### [SUPPLIED MATERIAL]
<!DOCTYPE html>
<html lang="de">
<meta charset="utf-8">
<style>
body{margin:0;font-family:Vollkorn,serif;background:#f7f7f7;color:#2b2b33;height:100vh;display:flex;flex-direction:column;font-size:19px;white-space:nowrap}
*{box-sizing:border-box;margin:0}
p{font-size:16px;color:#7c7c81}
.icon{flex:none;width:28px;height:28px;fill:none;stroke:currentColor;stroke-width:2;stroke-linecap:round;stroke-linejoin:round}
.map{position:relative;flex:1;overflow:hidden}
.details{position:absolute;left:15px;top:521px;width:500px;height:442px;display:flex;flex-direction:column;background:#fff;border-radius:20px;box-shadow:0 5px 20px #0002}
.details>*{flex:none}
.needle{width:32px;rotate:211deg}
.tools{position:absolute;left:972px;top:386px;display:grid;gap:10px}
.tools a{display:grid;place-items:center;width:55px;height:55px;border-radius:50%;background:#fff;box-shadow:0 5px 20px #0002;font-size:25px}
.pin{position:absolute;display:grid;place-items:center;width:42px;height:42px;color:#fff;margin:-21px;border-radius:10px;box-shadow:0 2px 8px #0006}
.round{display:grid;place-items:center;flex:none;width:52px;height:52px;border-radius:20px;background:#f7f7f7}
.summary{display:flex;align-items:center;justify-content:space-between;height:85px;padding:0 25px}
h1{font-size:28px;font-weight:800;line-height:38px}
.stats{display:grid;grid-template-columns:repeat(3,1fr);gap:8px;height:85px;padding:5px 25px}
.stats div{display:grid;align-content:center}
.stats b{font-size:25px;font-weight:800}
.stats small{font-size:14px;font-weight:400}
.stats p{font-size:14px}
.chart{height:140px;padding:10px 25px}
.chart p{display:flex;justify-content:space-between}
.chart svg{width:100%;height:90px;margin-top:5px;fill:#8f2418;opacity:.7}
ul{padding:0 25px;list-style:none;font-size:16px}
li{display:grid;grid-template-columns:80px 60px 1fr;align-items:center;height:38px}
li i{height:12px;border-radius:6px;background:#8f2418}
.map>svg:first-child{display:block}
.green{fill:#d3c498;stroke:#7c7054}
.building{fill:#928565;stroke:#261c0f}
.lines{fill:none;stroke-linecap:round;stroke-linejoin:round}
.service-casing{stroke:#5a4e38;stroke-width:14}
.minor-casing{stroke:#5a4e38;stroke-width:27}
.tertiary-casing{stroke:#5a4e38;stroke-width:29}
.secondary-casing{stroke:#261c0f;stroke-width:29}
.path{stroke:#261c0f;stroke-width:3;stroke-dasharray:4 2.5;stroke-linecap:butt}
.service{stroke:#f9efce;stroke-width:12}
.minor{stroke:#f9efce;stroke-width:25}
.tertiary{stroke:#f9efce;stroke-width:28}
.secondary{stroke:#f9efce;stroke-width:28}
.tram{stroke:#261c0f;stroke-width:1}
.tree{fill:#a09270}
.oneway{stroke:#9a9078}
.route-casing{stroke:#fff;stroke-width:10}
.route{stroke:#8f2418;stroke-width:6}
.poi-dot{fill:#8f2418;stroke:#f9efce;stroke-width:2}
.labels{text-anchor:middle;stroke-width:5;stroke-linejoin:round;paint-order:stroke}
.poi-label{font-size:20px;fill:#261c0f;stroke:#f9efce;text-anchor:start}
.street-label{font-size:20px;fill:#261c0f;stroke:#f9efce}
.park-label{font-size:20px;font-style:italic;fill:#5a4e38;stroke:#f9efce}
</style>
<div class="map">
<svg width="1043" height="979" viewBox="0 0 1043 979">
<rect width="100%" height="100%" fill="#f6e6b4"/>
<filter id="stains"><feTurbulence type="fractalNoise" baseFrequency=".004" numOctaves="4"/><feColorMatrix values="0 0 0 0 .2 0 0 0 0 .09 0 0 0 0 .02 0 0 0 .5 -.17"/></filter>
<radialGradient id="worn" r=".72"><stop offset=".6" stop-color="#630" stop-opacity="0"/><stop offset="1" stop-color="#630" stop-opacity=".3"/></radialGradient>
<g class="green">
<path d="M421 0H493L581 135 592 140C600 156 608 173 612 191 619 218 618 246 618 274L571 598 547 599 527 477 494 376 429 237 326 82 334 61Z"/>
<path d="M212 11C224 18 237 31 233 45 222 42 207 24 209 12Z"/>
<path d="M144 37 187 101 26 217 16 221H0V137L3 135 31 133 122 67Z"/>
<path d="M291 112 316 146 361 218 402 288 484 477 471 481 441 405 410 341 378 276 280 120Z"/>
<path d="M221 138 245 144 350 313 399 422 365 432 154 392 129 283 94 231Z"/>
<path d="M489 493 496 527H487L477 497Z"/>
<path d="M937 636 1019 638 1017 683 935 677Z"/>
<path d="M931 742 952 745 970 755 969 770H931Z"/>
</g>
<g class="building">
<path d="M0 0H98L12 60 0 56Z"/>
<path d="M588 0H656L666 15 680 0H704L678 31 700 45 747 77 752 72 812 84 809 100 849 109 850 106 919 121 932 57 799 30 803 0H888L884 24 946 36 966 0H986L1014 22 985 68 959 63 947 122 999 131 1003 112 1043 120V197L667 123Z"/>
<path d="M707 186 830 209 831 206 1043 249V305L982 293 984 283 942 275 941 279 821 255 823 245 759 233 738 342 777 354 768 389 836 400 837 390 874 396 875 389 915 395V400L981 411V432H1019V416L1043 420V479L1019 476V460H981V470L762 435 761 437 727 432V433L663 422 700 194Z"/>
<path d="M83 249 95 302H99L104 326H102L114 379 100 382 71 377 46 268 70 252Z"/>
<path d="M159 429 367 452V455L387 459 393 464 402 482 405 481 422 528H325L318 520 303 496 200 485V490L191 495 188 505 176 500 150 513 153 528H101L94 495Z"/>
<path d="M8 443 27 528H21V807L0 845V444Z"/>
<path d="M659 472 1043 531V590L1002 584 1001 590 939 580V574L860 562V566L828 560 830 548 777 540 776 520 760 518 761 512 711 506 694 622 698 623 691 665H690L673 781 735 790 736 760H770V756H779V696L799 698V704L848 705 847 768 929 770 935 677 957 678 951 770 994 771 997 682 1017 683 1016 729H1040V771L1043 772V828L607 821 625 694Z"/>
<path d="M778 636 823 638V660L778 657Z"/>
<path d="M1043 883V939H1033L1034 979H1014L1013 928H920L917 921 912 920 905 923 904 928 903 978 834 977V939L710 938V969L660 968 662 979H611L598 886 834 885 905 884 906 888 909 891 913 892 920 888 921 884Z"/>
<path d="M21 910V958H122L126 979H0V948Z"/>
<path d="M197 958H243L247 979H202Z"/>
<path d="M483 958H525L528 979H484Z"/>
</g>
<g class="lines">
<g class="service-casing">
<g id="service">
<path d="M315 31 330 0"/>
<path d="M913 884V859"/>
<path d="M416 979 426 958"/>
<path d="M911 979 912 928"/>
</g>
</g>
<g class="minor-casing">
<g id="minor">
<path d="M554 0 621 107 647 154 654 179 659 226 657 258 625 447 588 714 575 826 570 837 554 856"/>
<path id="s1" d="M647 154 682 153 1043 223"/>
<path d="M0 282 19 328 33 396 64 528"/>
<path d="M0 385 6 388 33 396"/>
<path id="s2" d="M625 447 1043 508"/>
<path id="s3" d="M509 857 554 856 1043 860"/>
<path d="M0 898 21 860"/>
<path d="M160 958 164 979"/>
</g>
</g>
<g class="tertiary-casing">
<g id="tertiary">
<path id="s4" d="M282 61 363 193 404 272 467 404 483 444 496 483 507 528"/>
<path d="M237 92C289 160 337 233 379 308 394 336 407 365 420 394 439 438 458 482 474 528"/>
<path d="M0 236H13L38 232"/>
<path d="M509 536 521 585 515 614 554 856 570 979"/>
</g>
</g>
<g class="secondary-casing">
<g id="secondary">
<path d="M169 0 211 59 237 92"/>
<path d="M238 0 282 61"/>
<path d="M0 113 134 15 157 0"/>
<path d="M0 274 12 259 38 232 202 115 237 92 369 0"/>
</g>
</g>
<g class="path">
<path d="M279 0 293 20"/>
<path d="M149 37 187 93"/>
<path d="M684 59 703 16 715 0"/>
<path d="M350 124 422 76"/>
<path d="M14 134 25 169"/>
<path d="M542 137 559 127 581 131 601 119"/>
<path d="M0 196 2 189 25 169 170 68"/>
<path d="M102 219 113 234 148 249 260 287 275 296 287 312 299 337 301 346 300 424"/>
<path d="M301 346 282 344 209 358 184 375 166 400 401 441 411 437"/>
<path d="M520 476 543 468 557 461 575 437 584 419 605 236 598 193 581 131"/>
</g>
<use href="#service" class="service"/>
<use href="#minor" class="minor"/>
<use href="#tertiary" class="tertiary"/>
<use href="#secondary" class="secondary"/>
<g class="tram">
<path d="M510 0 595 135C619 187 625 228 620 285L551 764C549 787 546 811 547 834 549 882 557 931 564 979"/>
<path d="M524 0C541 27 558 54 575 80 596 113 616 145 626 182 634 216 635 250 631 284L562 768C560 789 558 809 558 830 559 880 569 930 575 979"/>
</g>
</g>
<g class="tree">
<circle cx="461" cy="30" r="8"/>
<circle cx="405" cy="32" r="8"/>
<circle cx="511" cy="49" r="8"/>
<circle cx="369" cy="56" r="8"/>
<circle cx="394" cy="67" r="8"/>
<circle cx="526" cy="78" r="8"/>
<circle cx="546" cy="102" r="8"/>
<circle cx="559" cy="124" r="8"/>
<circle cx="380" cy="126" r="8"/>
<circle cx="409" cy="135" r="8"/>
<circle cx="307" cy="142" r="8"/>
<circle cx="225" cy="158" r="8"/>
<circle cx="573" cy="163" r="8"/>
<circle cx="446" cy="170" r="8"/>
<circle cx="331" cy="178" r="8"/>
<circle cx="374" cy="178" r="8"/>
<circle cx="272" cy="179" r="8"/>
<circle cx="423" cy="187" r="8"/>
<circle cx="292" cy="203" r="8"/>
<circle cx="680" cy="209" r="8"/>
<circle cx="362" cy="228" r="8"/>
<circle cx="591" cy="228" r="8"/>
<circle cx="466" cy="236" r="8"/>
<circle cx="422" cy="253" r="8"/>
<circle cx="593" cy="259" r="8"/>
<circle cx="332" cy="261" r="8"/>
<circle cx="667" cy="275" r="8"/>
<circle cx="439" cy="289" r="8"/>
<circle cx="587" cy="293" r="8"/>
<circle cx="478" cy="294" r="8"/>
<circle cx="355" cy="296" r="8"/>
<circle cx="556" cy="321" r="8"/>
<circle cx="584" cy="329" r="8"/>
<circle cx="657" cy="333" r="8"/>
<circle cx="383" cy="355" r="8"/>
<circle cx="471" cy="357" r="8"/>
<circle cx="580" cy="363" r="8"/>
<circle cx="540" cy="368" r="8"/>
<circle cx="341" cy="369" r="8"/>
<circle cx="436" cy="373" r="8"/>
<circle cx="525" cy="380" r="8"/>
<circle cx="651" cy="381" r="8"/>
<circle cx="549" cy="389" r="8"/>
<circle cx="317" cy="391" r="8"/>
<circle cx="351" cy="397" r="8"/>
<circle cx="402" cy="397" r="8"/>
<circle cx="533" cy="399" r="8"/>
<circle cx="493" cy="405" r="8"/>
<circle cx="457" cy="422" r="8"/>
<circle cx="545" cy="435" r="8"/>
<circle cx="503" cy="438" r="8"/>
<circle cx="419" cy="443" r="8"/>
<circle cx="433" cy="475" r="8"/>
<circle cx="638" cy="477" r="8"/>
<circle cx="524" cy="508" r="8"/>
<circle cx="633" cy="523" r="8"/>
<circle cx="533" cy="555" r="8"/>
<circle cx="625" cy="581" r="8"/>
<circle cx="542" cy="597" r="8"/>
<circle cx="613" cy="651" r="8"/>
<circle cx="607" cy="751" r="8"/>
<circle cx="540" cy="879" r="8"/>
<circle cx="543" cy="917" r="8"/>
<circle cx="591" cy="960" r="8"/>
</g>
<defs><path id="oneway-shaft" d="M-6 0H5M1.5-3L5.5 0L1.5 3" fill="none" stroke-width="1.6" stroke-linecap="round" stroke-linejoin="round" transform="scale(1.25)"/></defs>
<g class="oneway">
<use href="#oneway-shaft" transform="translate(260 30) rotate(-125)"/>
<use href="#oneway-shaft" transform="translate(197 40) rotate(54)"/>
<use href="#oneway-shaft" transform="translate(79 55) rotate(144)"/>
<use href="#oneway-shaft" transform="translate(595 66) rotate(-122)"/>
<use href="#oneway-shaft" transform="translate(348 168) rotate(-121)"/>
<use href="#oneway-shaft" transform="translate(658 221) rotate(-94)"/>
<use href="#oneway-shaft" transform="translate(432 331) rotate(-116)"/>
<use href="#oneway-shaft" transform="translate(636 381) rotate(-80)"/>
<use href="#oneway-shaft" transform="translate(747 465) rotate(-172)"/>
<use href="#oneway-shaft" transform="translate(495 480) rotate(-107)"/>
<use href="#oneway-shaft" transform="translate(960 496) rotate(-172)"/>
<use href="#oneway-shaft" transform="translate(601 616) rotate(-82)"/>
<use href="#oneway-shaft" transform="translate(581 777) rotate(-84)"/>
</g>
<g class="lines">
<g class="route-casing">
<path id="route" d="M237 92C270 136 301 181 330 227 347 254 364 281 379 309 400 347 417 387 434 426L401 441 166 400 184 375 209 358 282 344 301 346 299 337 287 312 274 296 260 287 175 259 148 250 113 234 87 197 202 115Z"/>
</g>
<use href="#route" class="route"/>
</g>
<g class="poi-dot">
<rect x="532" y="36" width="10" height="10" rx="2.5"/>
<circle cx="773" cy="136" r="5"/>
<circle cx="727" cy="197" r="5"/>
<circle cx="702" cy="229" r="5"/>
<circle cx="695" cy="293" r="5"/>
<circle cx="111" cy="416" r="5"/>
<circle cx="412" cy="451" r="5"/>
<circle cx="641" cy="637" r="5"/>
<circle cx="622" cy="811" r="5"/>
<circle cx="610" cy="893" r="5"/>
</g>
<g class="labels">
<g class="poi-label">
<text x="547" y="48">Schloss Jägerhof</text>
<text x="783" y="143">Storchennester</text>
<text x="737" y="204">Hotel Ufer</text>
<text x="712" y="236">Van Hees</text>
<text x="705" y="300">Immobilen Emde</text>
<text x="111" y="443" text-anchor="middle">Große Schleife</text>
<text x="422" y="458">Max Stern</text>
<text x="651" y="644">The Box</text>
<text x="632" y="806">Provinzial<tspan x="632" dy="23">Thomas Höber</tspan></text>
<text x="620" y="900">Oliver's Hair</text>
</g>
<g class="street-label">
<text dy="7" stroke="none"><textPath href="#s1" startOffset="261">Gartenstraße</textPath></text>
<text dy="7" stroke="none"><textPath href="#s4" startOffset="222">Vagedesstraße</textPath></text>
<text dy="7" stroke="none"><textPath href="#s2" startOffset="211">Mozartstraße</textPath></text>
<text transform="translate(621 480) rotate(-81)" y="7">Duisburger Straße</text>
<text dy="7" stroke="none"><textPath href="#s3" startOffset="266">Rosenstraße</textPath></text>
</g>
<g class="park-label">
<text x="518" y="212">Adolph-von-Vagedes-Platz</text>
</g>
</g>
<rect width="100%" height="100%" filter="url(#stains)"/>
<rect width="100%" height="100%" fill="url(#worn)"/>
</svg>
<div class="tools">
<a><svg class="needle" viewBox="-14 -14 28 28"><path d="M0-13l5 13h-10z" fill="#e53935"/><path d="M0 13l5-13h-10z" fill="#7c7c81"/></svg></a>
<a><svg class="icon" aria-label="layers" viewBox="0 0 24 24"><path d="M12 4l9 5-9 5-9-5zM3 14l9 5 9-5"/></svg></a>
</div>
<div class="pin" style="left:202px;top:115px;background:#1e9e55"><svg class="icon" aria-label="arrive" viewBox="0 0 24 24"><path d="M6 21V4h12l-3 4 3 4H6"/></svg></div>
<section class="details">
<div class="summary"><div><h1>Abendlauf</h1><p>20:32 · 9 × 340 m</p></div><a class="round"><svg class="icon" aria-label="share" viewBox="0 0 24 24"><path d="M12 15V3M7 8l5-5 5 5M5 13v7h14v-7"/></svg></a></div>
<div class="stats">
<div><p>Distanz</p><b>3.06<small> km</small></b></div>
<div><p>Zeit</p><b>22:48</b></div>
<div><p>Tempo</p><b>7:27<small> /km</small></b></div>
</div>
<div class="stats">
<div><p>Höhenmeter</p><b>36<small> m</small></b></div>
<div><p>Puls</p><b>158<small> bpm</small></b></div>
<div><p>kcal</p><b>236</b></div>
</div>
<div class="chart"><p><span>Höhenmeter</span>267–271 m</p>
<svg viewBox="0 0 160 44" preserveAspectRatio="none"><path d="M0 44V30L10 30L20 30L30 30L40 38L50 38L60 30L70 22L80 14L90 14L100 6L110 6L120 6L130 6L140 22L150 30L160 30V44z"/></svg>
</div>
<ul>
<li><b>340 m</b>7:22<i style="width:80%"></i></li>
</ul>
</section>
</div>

### [TASK TO COMPLETE]
From the material above, return every line that contains "Höhenmeter".

### [RESPONSE]
<div><p>Höhenmeter</p><b>36<small> m</small></b></div>
<div class="chart"><p><span>Höhenmeter</span>267–271 m</p>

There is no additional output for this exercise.